▽

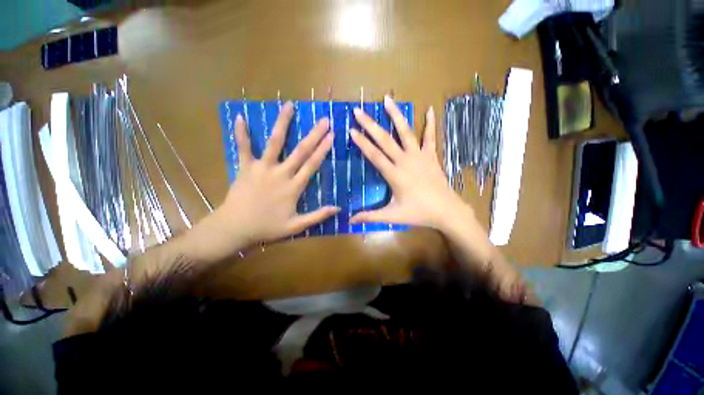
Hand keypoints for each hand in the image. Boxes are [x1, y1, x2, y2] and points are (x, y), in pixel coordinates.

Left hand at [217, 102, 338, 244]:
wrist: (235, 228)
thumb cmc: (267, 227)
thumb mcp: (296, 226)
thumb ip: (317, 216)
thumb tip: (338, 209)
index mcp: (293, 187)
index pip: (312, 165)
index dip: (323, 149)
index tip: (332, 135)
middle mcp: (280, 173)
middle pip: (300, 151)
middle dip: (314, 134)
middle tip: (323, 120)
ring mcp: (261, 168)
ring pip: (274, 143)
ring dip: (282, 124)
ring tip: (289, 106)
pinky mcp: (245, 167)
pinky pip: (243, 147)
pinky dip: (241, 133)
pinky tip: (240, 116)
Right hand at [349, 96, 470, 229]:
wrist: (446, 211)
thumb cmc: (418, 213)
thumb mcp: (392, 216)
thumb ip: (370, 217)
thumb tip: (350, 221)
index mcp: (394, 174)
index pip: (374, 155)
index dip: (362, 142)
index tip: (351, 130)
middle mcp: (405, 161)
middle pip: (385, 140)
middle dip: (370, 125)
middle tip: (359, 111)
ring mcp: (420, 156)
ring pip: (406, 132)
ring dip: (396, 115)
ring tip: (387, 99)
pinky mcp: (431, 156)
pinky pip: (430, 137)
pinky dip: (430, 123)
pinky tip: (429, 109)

△
▽

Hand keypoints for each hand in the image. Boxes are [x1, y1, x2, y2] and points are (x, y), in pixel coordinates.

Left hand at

△

→ Problem: Each line containing the word "index" must be pulled from the listing and copied.

→ Result:
index mcp: (293, 187)
index pip: (312, 165)
index dip: (323, 149)
index tip: (332, 135)
index mcp: (394, 174)
index pip: (374, 155)
index dip: (362, 142)
index tip: (351, 130)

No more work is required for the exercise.